▶ Records for processing:
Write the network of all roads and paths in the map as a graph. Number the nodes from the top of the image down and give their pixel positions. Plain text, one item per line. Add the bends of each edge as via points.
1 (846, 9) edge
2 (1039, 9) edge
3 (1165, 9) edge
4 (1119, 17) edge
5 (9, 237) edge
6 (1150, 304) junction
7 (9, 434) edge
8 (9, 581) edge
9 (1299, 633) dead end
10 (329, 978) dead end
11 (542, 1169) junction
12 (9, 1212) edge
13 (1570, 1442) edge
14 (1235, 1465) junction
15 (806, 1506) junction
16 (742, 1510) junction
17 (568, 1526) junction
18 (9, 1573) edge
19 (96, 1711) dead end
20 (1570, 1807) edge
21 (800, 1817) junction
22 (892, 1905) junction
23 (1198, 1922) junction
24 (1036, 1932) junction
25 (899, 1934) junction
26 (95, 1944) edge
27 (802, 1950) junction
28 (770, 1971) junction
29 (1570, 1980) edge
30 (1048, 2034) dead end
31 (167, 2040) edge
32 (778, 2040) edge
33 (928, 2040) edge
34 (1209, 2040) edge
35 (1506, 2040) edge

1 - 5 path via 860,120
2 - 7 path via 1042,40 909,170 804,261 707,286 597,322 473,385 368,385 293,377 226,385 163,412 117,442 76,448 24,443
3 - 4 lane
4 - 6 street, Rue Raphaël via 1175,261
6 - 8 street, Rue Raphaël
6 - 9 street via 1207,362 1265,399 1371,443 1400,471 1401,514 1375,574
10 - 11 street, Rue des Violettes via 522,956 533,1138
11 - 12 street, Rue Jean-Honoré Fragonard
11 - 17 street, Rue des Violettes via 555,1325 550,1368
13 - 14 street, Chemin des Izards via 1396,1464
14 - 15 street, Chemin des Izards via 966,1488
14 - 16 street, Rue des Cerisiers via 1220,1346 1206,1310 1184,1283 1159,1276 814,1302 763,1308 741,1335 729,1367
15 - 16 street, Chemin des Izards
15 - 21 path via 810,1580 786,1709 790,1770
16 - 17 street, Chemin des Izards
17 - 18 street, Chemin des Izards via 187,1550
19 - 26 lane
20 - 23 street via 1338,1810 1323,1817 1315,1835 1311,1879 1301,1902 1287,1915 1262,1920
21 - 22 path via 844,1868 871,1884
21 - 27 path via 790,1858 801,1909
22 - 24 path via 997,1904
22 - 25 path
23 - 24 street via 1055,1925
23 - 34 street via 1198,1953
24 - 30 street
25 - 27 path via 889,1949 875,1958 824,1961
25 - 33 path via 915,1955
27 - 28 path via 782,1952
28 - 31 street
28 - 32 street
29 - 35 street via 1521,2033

▶ Problem details: Search the lines above for the string "Raphaël" and copy each line that has it.

▶ Answer space:
4 - 6 street, Rue Raphaël via 1175,261
6 - 8 street, Rue Raphaël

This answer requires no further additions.